Segment Start: Provided material

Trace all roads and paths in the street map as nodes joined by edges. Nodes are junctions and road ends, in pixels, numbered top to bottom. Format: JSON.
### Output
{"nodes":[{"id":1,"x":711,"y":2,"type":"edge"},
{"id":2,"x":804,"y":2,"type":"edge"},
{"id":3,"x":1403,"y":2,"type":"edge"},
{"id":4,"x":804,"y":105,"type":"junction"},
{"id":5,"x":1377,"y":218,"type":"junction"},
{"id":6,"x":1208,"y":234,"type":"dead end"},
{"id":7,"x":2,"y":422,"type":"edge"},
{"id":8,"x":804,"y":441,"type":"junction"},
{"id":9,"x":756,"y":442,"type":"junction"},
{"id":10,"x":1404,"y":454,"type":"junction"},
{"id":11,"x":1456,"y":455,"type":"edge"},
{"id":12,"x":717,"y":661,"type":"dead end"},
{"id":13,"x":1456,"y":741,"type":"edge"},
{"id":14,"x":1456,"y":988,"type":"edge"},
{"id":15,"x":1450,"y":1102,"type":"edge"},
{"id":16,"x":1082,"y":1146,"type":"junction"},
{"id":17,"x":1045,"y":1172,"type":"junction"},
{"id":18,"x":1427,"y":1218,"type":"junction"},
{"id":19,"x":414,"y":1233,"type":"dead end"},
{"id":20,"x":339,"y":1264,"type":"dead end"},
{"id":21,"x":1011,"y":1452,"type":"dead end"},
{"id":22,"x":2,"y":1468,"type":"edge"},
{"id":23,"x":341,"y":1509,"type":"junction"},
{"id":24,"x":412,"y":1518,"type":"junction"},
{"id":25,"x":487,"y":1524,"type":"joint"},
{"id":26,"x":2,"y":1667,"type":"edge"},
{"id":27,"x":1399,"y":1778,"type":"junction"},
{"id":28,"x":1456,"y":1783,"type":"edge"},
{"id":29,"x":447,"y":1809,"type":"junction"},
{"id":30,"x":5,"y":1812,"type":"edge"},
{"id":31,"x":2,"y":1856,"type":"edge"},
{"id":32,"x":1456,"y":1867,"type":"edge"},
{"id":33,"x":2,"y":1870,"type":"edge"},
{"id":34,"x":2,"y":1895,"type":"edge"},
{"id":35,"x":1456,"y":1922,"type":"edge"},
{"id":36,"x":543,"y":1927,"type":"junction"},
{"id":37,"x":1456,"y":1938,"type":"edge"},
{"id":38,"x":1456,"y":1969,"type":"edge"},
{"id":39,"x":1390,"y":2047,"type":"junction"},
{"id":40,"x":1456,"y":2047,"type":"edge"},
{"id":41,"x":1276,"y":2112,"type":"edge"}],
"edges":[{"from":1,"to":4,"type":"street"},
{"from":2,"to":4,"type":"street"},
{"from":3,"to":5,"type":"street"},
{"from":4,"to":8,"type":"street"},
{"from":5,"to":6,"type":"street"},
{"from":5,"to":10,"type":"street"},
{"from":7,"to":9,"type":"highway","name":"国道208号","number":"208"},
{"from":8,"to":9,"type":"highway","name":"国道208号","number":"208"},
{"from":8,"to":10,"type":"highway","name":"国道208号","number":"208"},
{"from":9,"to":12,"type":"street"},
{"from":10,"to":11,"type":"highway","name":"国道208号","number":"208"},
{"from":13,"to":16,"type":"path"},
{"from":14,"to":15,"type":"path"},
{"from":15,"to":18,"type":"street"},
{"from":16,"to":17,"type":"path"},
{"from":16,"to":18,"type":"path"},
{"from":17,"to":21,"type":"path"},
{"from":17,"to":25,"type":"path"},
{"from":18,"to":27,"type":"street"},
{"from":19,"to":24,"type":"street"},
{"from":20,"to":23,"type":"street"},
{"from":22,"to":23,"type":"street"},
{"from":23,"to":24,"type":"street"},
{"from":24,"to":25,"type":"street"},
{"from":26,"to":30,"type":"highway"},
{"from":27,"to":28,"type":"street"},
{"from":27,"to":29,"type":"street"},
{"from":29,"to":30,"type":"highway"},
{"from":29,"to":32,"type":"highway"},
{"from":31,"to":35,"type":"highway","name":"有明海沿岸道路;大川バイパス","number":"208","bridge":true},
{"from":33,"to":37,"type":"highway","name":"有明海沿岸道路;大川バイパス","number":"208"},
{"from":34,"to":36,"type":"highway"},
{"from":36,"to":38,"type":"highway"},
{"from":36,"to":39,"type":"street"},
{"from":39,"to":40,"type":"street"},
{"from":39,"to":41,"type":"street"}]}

Segment End: Provided material

▸ **Work task**
Would you please restate all of the entries exactly?

▸ **Completed exercise**
Trace all roads and paths in the street map as nodes joined by edges. Nodes are junctions and road ends, in pixels, numbered top to bottom. Format: JSON.
### Output
{"nodes":[{"id":1,"x":711,"y":2,"type":"edge"},
{"id":2,"x":804,"y":2,"type":"edge"},
{"id":3,"x":1403,"y":2,"type":"edge"},
{"id":4,"x":804,"y":105,"type":"junction"},
{"id":5,"x":1377,"y":218,"type":"junction"},
{"id":6,"x":1208,"y":234,"type":"dead end"},
{"id":7,"x":2,"y":422,"type":"edge"},
{"id":8,"x":804,"y":441,"type":"junction"},
{"id":9,"x":756,"y":442,"type":"junction"},
{"id":10,"x":1404,"y":454,"type":"junction"},
{"id":11,"x":1456,"y":455,"type":"edge"},
{"id":12,"x":717,"y":661,"type":"dead end"},
{"id":13,"x":1456,"y":741,"type":"edge"},
{"id":14,"x":1456,"y":988,"type":"edge"},
{"id":15,"x":1450,"y":1102,"type":"edge"},
{"id":16,"x":1082,"y":1146,"type":"junction"},
{"id":17,"x":1045,"y":1172,"type":"junction"},
{"id":18,"x":1427,"y":1218,"type":"junction"},
{"id":19,"x":414,"y":1233,"type":"dead end"},
{"id":20,"x":339,"y":1264,"type":"dead end"},
{"id":21,"x":1011,"y":1452,"type":"dead end"},
{"id":22,"x":2,"y":1468,"type":"edge"},
{"id":23,"x":341,"y":1509,"type":"junction"},
{"id":24,"x":412,"y":1518,"type":"junction"},
{"id":25,"x":487,"y":1524,"type":"joint"},
{"id":26,"x":2,"y":1667,"type":"edge"},
{"id":27,"x":1399,"y":1778,"type":"junction"},
{"id":28,"x":1456,"y":1783,"type":"edge"},
{"id":29,"x":447,"y":1809,"type":"junction"},
{"id":30,"x":5,"y":1812,"type":"edge"},
{"id":31,"x":2,"y":1856,"type":"edge"},
{"id":32,"x":1456,"y":1867,"type":"edge"},
{"id":33,"x":2,"y":1870,"type":"edge"},
{"id":34,"x":2,"y":1895,"type":"edge"},
{"id":35,"x":1456,"y":1922,"type":"edge"},
{"id":36,"x":543,"y":1927,"type":"junction"},
{"id":37,"x":1456,"y":1938,"type":"edge"},
{"id":38,"x":1456,"y":1969,"type":"edge"},
{"id":39,"x":1390,"y":2047,"type":"junction"},
{"id":40,"x":1456,"y":2047,"type":"edge"},
{"id":41,"x":1276,"y":2112,"type":"edge"}],
"edges":[{"from":1,"to":4,"type":"street"},
{"from":2,"to":4,"type":"street"},
{"from":3,"to":5,"type":"street"},
{"from":4,"to":8,"type":"street"},
{"from":5,"to":6,"type":"street"},
{"from":5,"to":10,"type":"street"},
{"from":7,"to":9,"type":"highway","name":"国道208号","number":"208"},
{"from":8,"to":9,"type":"highway","name":"国道208号","number":"208"},
{"from":8,"to":10,"type":"highway","name":"国道208号","number":"208"},
{"from":9,"to":12,"type":"street"},
{"from":10,"to":11,"type":"highway","name":"国道208号","number":"208"},
{"from":13,"to":16,"type":"path"},
{"from":14,"to":15,"type":"path"},
{"from":15,"to":18,"type":"street"},
{"from":16,"to":17,"type":"path"},
{"from":16,"to":18,"type":"path"},
{"from":17,"to":21,"type":"path"},
{"from":17,"to":25,"type":"path"},
{"from":18,"to":27,"type":"street"},
{"from":19,"to":24,"type":"street"},
{"from":20,"to":23,"type":"street"},
{"from":22,"to":23,"type":"street"},
{"from":23,"to":24,"type":"street"},
{"from":24,"to":25,"type":"street"},
{"from":26,"to":30,"type":"highway"},
{"from":27,"to":28,"type":"street"},
{"from":27,"to":29,"type":"street"},
{"from":29,"to":30,"type":"highway"},
{"from":29,"to":32,"type":"highway"},
{"from":31,"to":35,"type":"highway","name":"有明海沿岸道路;大川バイパス","number":"208","bridge":true},
{"from":33,"to":37,"type":"highway","name":"有明海沿岸道路;大川バイパス","number":"208"},
{"from":34,"to":36,"type":"highway"},
{"from":36,"to":38,"type":"highway"},
{"from":36,"to":39,"type":"street"},
{"from":39,"to":40,"type":"street"},
{"from":39,"to":41,"type":"street"}]}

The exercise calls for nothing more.